# Borderlands Installationsfehler



## l-company (17. Januar 2010)

Moin zusammen.

 Ich hab ein Problem mit Borderlands, genauer gesagt mit dessen Installation. Ich lege die DVD ein und starte das Setup. Nun kommt aber bevor ich irgendetwas einstellen kann eine Fehlermeldung:

 "Vorzeitiges Installationsende aufgrund eines Fehlers."

 Mein System sieht wie folgt aus:
 AMD Athlon X2 6000+
 4 GB Ram
 Vista Business
 Geforce 9600GT 
 NForce4-SLI-M2N4-Mainboard

 Ich habe die Weiten des Netzes bereits durchforstet, aber noch keine gescheite Lösung gefunden und setze nun meine letzte Hoffnung auf euch.   

 Hoffe ihr könnt mir da weiterhelfen.


----------



## Herbboy (17. Januar 2010)

evlt. stört nur dein virenscanner oder so?


----------



## nikiburstr8x (18. Januar 2010)

Service Pack 2 für Vista installiert?


----------



## l-company (19. Januar 2010)

habs mit deaktiviertem virenscanner probiert und das service pack 2 ist auch drauf, weiterhin fehlanzeige :/


----------



## Mothman (19. Januar 2010)

Hier der allerletzte Beitrag hat wohl einen Lösung (die aber kompliziert klingt).

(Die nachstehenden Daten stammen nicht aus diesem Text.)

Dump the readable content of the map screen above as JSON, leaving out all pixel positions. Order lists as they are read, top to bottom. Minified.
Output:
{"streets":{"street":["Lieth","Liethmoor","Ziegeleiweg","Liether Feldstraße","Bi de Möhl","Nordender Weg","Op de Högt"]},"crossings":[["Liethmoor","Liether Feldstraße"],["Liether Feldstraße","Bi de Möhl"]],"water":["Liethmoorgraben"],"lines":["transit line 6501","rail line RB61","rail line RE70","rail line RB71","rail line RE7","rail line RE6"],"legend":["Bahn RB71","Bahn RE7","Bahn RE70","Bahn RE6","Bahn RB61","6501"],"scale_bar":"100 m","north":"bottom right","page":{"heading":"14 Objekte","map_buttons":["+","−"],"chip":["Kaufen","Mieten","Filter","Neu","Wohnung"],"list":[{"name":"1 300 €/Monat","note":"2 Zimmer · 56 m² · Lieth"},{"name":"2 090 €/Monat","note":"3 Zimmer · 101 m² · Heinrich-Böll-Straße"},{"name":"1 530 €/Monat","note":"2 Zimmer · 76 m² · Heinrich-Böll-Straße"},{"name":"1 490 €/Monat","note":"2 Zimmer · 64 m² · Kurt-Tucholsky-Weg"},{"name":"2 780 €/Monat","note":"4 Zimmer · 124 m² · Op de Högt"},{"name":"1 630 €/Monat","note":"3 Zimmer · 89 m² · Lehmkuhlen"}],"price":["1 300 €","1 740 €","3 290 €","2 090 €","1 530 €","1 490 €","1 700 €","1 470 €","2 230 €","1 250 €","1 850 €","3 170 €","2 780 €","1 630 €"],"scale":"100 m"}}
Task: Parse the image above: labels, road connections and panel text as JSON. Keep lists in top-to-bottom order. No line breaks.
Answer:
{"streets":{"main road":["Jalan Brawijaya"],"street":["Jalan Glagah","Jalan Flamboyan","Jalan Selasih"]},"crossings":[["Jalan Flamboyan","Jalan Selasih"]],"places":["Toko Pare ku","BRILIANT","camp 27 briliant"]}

Allerdings geht es da um ein anderes Spiel...aber wohl eine gleichlautende Fehlermeldung. Also keine Ahnung, ob dir das hilft, oder ob du den Beitrag nicht schonselbst ergoogelt hast.^^


----------



## l-company (19. Januar 2010)

danke Mothman, der zweite lösungsvorschlag hat funktioniert. ^^

 hab selber nur nach diesem problem im zusammenhang mit borderlands gesucht und da hab ich halt nix gescheites zu gefunden, aber nun hat sich das erledigt


----------